Es habitual abordar el asunto aquí tratado del modo siguiente: si no se tiene nada que ocultar, si se vive de acuerdo con la Ley y se cumplen sus obligaciones, ¿por qué oponerse a ser más estrechamente controlado por la Autoridad? Si no se van a emplear los resquicios del sistema democrático para atacarlo y destruirlo, ¿por qué rechazar que sean más rígidas y extensas sus exigencias y se reduzcan las garantías y protecciones legales frente a los muy posibles abusos e injusticias? Dicho al modo de los bienpensantes sería así: si yo soy bueno y respeto siempre la Ley, puedo y debo aceptar un régimen de libertades muy restringidas si me evita ser víctima de un atentado; sólo a los malos les tocará sufrir las consecuencias y se verán constreñidos en su libertad para organizar asesinatos terroristas.

Este argumento hace aguas por todas partes. En primer lugar, es obvio que por mucho que se recorten las libertades nunca se logrará una seguridad absoluta para todos. Si en algún relato de ficción se describe una sociedad totalmente invulnerable y segura, es indudable que esa forma de vida nada tiene que ver con lo que hoy entendemos como la aspiración más humana y satisfactoria a vivir como personas.

Por otro lado, bien pudiera ocurrir que lo que no es necesario ocultar hoy por quienes se atienen fielmente a la legalidad vigente, pudiera ser ineludible esconderlo mañana para seguir viviendo. Así ocurrió con la condición de judío étnico en los años anteriores al brutal estallido racista en la Alemania nazi.

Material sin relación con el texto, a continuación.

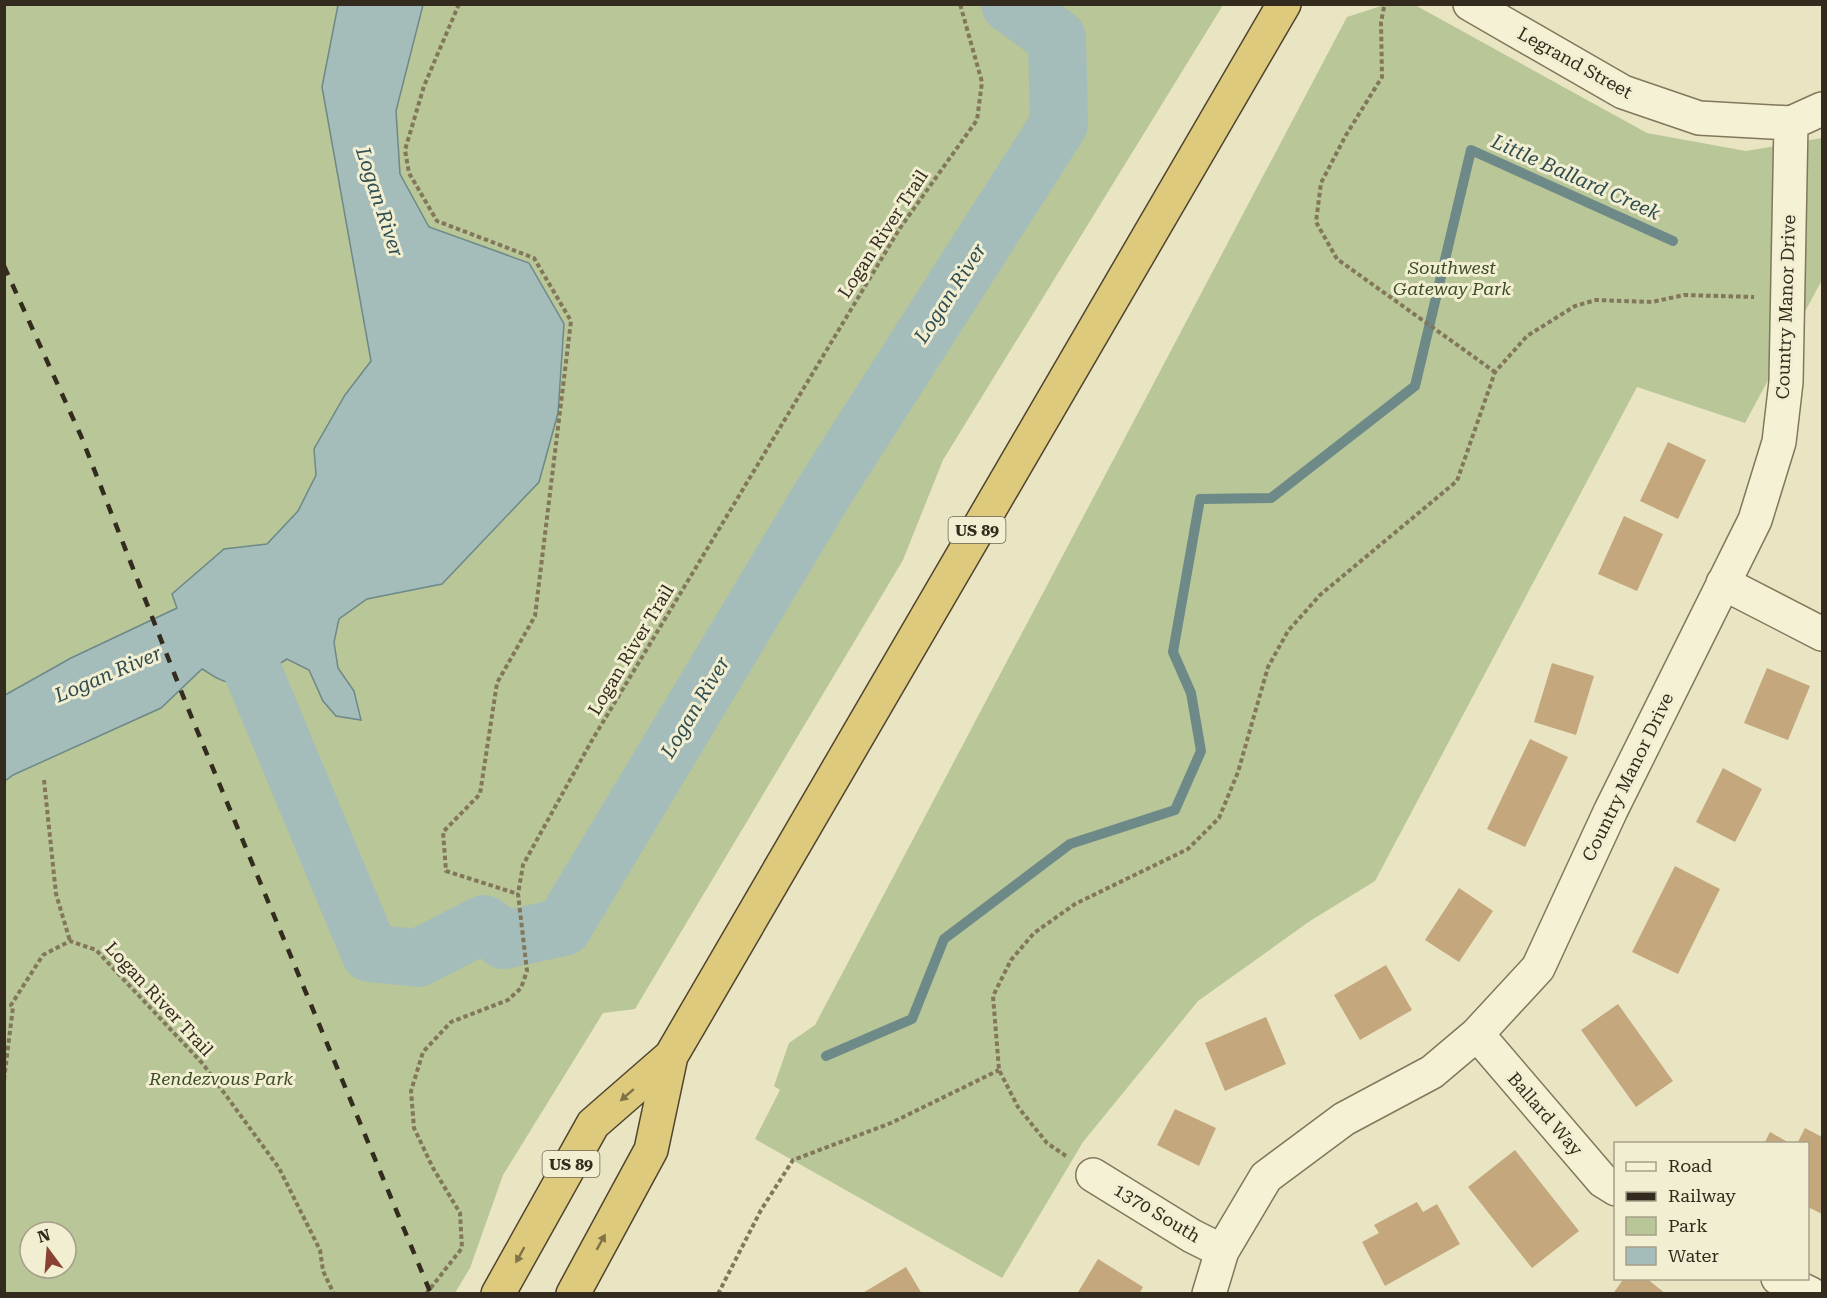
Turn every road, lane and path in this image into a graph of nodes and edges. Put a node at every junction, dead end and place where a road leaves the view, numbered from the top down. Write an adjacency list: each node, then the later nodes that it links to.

Hay que deshacer, además, un equívoco muy extendido que afecta al dilema aquí considerado: no estamos ante una nueva guerra. Lo que hoy presenciamos es un nuevo conflicto, un nuevo problema o una amenaza, como cada cual quiera denominarlo. Pero no es la cuarta guerra mundial ni la tercera ni ninguna otra. No hay guerra contra el terrorismo, como no la puede haber contra el hambre (que mata más personas que los terroristas y también tiene causas localizables y conocidas, como más arriba se recuerda), ni contra el narcotráfico, el blanqueo de dinero, la trata de blancas, la esclavitud o cualquiera de las nocivas plagas que la Humanidad ha tenido que soportar durante milenios.

Claro que hay quienes hablan de guerra contra el terrorismo, empezando por el personaje más implicado en este asunto: el presidente de EEUU. Pero cuando se blande ese término mítico (¡a las armas!), se desintegran muchos avances positivos que con trabajo ha alcanzado la Humanidad. Para el actual fiscal general de EEUU, los Convenios de Ginebra eran obsoletos y pintorescos (quaint) cuando se invadió Iraq y él era el consejero legal de Bush. Es un ejemplo de lo que puede llegar a ocurrir cuando la guerra impone sus exigencias sobre el derecho internacional humanitario.

Por último, es obligado mostrar extrañeza al ver cómo muchos de los que, ante este dilema, se inclinan por la seguridad a costa de la libertad, se revelan también como acérrimos partidarios de la guerra. ¿Es que no la conocen lo suficiente como para saber que es ella, precisamente, el más exacto paradigma de la inseguridad absoluta?